_Your objective_. Check each line of the records below for the string "paths", then state how many lines contain it, with no other output.
#### Provided records
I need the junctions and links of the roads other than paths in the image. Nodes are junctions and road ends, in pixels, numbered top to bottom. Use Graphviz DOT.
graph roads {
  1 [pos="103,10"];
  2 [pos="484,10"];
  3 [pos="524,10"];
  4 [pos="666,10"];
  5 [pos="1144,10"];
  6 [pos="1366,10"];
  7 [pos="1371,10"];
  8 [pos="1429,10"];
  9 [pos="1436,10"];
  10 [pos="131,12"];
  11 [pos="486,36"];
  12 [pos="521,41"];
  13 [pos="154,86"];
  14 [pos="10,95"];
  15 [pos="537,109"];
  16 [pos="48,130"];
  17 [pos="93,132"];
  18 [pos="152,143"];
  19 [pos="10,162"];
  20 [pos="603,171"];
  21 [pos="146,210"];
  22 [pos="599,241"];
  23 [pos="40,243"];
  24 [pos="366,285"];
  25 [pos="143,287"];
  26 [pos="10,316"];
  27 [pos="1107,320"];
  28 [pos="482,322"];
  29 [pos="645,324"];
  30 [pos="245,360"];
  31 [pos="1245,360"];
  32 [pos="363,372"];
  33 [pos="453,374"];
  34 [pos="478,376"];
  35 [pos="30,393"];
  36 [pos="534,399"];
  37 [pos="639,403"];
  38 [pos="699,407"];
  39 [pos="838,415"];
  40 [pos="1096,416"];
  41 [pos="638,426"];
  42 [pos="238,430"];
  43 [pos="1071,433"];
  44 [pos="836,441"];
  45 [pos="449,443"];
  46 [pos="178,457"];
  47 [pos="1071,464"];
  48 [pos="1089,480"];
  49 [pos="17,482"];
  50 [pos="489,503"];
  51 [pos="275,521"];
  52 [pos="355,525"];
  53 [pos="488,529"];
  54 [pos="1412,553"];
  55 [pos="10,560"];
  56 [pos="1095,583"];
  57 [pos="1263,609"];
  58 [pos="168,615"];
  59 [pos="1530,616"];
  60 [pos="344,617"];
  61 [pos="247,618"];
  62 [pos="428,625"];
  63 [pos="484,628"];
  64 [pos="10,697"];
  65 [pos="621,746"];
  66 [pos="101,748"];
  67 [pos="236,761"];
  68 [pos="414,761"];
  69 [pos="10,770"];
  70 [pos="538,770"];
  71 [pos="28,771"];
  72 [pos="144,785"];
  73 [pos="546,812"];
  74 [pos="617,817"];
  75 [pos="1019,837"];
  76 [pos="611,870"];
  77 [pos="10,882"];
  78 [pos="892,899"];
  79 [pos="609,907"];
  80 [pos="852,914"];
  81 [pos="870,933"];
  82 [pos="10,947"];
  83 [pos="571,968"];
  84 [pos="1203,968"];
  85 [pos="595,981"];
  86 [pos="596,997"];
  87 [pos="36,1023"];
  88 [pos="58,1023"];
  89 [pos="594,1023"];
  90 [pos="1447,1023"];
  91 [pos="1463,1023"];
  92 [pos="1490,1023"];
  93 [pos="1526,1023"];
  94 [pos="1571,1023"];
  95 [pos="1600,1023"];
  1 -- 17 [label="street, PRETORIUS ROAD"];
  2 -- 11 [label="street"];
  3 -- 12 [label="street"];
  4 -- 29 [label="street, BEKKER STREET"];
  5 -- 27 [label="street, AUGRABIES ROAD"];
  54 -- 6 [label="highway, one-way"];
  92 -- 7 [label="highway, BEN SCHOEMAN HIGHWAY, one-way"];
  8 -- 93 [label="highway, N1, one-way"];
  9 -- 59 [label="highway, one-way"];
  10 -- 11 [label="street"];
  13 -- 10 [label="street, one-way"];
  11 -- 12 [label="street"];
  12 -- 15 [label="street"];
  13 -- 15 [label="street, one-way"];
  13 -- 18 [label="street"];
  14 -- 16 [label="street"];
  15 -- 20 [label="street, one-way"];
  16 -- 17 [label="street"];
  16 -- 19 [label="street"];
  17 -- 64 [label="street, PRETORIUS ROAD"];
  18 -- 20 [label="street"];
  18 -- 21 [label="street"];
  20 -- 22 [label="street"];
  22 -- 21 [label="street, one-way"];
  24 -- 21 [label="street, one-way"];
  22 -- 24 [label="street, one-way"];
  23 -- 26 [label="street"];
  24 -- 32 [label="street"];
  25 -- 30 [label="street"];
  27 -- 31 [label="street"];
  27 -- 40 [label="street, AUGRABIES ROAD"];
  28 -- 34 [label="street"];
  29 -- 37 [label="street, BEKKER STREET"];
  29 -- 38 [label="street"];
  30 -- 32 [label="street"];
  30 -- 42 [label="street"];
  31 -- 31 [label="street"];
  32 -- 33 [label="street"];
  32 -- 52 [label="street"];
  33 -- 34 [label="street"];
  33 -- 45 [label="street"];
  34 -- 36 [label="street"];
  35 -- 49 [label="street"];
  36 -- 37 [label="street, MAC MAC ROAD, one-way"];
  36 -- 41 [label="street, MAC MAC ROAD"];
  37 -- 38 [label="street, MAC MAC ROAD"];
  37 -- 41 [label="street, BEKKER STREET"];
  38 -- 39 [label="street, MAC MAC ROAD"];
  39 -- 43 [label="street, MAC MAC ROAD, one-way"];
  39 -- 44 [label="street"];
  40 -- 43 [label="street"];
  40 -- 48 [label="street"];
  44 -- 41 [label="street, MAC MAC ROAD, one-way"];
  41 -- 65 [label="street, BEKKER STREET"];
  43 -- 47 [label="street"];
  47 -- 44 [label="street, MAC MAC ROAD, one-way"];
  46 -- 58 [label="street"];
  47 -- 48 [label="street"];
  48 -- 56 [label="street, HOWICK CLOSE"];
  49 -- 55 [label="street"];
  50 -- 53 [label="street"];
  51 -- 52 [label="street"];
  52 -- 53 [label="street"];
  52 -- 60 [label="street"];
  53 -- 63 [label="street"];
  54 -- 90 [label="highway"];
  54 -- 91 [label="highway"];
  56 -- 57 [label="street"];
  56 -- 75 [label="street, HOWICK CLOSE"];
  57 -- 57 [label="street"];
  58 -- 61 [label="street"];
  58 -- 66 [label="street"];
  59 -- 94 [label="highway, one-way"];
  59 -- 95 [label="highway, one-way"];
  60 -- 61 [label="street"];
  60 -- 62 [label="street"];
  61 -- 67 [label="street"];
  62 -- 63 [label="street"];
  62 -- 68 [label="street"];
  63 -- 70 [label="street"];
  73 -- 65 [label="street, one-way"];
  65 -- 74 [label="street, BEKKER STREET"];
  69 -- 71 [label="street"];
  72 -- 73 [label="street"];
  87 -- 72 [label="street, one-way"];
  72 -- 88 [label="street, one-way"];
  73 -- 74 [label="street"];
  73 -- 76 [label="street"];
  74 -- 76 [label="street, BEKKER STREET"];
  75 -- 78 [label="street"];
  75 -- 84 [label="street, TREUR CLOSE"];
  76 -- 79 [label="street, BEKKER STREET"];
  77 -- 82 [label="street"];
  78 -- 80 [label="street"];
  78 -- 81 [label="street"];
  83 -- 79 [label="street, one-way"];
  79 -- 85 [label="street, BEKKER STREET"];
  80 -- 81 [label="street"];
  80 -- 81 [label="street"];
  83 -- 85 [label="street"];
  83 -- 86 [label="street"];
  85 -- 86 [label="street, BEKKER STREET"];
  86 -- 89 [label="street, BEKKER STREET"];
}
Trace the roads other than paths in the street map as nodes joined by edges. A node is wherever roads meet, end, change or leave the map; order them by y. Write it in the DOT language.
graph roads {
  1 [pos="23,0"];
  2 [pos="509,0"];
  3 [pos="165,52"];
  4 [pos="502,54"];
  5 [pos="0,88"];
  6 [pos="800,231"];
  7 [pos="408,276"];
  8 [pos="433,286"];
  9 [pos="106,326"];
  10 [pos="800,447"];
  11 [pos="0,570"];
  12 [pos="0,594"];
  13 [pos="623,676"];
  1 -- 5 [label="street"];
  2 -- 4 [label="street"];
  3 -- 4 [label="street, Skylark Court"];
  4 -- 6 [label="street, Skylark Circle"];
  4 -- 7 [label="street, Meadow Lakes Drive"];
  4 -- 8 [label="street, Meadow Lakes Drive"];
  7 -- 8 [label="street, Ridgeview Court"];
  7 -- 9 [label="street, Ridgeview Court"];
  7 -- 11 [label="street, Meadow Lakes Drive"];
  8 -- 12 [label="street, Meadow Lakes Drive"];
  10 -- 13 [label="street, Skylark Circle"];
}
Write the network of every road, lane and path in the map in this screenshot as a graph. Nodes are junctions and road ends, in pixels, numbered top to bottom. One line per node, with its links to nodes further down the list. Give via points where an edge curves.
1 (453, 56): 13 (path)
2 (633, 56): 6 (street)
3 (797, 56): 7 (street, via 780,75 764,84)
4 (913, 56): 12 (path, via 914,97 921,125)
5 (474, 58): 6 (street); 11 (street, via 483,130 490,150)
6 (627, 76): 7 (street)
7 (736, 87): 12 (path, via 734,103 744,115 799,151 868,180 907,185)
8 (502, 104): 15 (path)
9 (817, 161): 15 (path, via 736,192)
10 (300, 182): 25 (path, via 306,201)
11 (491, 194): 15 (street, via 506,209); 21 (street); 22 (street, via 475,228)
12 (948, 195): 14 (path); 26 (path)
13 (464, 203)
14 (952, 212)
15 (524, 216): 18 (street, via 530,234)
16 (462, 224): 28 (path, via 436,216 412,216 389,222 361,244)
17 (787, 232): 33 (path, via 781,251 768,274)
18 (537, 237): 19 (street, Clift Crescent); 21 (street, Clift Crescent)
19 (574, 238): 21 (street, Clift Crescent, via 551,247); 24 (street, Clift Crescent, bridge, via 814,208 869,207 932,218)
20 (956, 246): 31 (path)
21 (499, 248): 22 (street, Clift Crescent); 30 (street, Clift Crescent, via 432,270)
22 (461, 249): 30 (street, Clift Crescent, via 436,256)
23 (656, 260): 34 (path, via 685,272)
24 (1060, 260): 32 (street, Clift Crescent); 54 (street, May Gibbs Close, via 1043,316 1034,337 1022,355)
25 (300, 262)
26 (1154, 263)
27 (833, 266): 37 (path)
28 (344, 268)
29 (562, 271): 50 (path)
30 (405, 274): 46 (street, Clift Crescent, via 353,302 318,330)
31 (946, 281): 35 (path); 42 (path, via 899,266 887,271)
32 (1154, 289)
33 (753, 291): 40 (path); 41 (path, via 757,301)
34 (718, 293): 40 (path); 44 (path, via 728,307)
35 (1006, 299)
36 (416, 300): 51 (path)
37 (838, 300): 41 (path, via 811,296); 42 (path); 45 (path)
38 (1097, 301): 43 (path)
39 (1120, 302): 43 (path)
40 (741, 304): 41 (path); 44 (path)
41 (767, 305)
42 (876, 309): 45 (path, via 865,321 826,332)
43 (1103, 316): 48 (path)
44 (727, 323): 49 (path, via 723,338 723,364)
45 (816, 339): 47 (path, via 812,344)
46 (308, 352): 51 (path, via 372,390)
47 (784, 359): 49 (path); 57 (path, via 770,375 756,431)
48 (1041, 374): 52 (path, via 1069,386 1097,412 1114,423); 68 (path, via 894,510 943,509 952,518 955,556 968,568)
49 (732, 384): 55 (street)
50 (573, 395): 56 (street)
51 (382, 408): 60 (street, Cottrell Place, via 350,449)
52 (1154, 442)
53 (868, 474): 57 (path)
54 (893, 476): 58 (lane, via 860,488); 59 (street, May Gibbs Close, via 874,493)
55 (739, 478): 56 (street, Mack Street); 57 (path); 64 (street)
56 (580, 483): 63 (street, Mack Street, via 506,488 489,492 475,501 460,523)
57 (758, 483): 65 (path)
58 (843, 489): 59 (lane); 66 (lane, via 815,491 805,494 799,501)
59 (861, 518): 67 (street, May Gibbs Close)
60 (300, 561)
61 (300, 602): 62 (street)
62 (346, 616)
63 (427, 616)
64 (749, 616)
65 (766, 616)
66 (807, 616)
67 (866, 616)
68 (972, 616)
########
_Answer space_. 2